3. Most musicians are unaware of what the royalty collection agencies are, and what they collect.

Once artists release their music through a digital distributor like DistroKid, Cd Baby, or Tunecore, and have registered with a PRO, they should focus on registering with the royalty collection agencies.

SoundExchange, Harry Fox Agency, Music Reports, and AARC are the relevant royalty collection agencies you need to be aware of.

SoundExchange collects and distributes performance royalties for digital streaming on behalf of featured artists and master rights owners. This is relevant for musicians who aren’t just a songwriter, but who are also the recording artist, and perhaps even own the masters.

The Harry Fox Agency collects and distributes mechanical royalties for songwriters and publishers. If you are a self-published artist, you need to be signed up here to collect your royalties from mechanical licenses. These royalties are paid to songwriters and publishers when a song is manufactured into a physical copy, or when it is streamed on a variety of online services.

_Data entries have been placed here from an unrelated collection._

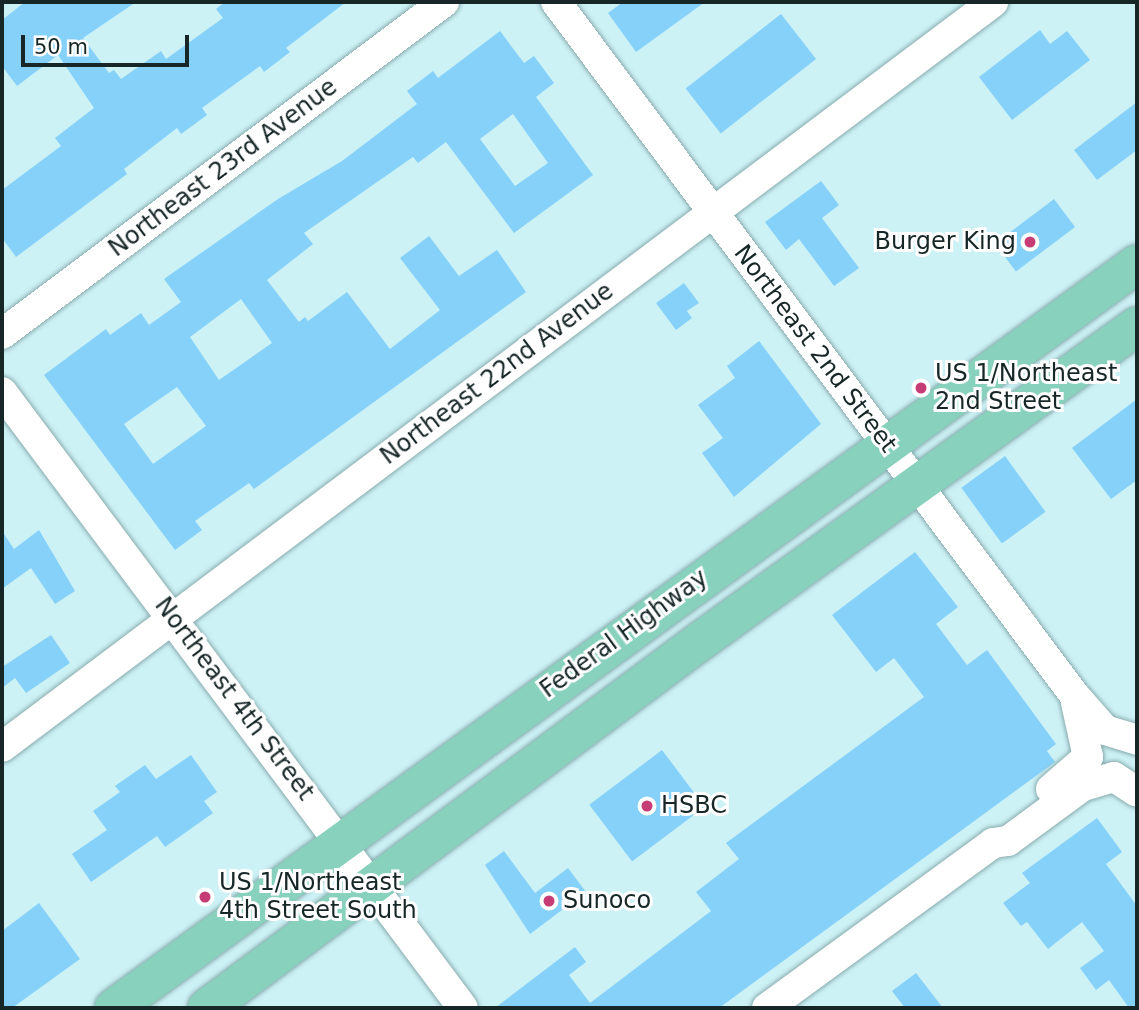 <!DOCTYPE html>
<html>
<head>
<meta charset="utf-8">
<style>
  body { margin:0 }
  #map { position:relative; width:1139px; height:1010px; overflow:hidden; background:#cdf2f5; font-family:"DejaVu Sans",sans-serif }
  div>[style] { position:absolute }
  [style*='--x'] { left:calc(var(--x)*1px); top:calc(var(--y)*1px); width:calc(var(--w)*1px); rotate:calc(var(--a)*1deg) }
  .building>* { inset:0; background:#85d1fa; transform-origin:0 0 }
  .roads { filter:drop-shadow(0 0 2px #88abae) drop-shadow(0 0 2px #88abae) }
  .minor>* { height:30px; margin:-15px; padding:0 15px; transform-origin:15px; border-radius:15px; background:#fff }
  .major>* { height:38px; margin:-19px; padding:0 19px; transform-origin:19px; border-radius:19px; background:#88d1bc }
  .dots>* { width:19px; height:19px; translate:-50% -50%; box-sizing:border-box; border:4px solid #fff; border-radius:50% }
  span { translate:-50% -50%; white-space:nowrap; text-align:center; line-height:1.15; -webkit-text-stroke:6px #fff; paint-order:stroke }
  .street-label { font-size:24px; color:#172627 }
  .poi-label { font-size:24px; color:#172627 }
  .right { translate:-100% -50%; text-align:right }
  .left { translate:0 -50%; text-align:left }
  .frame { position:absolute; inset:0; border:4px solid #172627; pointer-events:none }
  .scale { position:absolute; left:21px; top:35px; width:168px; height:32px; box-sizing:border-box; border:4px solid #172627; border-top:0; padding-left:9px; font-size:21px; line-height:24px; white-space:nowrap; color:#172627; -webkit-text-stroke:5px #fff; paint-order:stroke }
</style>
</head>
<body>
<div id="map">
  <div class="building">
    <i style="clip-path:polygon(25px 2px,136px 2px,83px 38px,109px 73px,114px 70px,121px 79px,161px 51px,166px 59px,223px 18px,216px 9px,225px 2px,346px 2px,286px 48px,290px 52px,264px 72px,260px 66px,202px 108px,207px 115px,181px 134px,177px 128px,124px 169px,127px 174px,16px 257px,2px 238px,2px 190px,61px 146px,55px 138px,94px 108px,58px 55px,17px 86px,2px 66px,2px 20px)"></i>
    <i style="clip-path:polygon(623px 2px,705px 2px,636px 52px,608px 13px)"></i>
    <i style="left:781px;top:14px;width:57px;height:121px;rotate:52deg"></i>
    <i style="clip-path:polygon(1040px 30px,1050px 44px,1067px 31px,1090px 60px,1012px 120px,979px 77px)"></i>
    <i style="clip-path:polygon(evenodd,500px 31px,524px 63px,534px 56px,554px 83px,536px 97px,593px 175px,514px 233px,446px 142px,418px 163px,413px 157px,304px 233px,313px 244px,267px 280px,299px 322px,305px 317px,308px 321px,347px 292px,390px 349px,440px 310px,400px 258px,429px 236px,459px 276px,497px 250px,526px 292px,254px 489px,249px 483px,195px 521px,202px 530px,175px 550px,44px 375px,106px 329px,110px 335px,141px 313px,149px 325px,181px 302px,164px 279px,278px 199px,342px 161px,417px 104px,407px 91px,433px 71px,438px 78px,500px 31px,513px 114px,548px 163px,515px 186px,480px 139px,513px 114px,500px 31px,241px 299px,272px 343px,219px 380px,190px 337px,241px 299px,500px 31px,177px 387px,206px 426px,153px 464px,124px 424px,177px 387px)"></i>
    <i style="clip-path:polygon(1137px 102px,1137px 150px,1097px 180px,1074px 150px)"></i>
    <i style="clip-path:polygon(821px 181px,839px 205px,822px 218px,859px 268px,834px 286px,799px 239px,786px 250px,765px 222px)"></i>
    <i style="left:1054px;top:199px;width:35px;height:74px;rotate:53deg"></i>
    <i style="clip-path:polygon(684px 283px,699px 303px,687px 311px,692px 318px,676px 330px,656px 303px)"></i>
    <i style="clip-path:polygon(759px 341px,821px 424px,734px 497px,702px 453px,723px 438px,698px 405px,735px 378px,727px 366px)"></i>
    <i style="clip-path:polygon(1137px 399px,1137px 480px,1111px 499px,1072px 448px)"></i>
    <i style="left:1005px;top:456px;width:69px;height:54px;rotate:54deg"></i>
    <i style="clip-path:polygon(39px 530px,75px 591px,55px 604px,31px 568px,2px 589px,2px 531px,14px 549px)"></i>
    <i style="clip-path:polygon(915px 552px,958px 607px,936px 624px,967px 665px,987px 650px,1056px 744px,1047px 751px,1055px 762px,719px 1008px,495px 1008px,575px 947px,586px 962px,569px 975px,590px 1003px,711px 911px,696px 892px,739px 859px,726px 843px,924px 697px,894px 658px,876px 672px,832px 615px)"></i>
    <i style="clip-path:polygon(51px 635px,70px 663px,26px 693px,15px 678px,2px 688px,2px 667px)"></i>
    <i style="left:662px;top:750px;width:71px;height:91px;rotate:53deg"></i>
    <i style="clip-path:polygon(191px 755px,217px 792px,204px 801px,213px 813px,165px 847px,157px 836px,91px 882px,72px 854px,107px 830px,93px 811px,120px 792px,115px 786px,145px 765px,156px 779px)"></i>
    <i style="clip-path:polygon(1097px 818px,1122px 852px,1106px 864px,1137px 906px,1137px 1008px,1129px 1008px,1109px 980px,1096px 990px,1080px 968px,1104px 951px,1082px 922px,1048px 949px,1027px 922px,1021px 926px,1003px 903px,1030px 883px,1022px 873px)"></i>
    <i style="clip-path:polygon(504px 851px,535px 893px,568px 868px,586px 892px,530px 934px,485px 865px)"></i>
    <i style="clip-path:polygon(39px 903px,80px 959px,12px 1008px,2px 1008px,2px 931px)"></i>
    <i style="clip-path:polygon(916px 973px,943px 1008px,905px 1008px,892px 991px)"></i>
  </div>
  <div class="roads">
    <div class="minor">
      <i style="--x:556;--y:2;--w:867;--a:53.21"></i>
      <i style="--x:1075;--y:696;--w:45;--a:48.6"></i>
      <i style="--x:1105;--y:730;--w:34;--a:17"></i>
      <i style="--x:2;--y:334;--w:553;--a:-36.91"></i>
      <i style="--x:2;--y:392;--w:769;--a:53.19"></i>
      <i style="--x:2;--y:747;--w:1240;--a:-36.93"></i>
      <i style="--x:1051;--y:789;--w:49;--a:-40.9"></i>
      <i style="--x:1088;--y:757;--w:55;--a:-102.5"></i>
      <i style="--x:767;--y:1008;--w:280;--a:-36.1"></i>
      <i style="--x:993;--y:843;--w:15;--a:-8"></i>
      <i style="--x:1008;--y:841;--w:93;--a:-36.3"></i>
      <i style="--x:1083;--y:786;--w:32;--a:-16"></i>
      <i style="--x:1114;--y:777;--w:27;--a:33"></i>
    </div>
    <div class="major">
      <i style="--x:114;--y:1008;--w:1265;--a:-36.03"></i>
      <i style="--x:207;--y:1008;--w:617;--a:-36.63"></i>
      <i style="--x:702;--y:640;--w:536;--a:-35.82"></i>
    </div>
  </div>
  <div class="dots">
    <i style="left:1030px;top:242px;background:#c63c75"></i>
    <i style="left:921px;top:388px;background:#c63c75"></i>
    <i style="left:647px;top:806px;background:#c63c75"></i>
    <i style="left:205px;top:897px;background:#c63c75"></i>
    <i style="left:549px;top:901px;background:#c63c75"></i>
  </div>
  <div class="street-label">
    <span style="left:223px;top:168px;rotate:-37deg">Northeast 23rd Avenue</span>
    <span style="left:815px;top:349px;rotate:53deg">Northeast 2nd Street</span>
    <span style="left:497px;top:374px;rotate:-37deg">Northeast 22nd Avenue</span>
    <span style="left:624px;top:634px;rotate:-36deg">Federal Highway</span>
    <span style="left:234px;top:699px;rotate:53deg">Northeast 4th Street</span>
  </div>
  <div class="poi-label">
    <span class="right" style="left:1016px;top:242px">Burger King</span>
    <span class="left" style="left:935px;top:388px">US 1/Northeast<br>2nd Street</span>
    <span class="left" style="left:661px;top:806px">HSBC</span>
    <span class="left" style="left:219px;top:897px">US 1/Northeast<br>4th Street South</span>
    <span class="left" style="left:563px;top:901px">Sunoco</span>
  </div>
  <div class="frame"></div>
  <div class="scale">50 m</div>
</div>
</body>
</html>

Music Reports also collects and distributes mechanical royalties for songwriters and publishers, however they get reporting from slightly different places.  While Harry Fox may get reporting from Spotify and Apple Music, Music Reports gets reporting from all sorts of other streaming services, such as Pandora, Amazon Music Unlimited, Tidal and SoundCloud.

The AARC (Alliance of Artists and Recording Companies) was created after Congress passed the Audio Home Recording Act in 1992 and it is the body that collects and distributes the associated royalties. This act requires manufacturers and importers of audio recording equipment to pay royalties to featured artists, master rights holders, songwriters and publishers.


In conclusion, artists who prioritize learning a few relevant concepts, organize their metadata and register with all the correct collection agencies can greatly increase their chances of making royalties from the plays of their music online—whether as an active selection or a passive spin.

It is also worth mentioning that this can be a lot for a single person or even a whole band to take on! Musicians want to find time to be creative, to write new material and to rehearse. And though many artists now realize in the 21st century that they may not need a record label to produce or distribute their music to the world, there is still a great benefit to an artist working with someone to help them manage and protect their intellectual property, navigate licensing and collect royalties.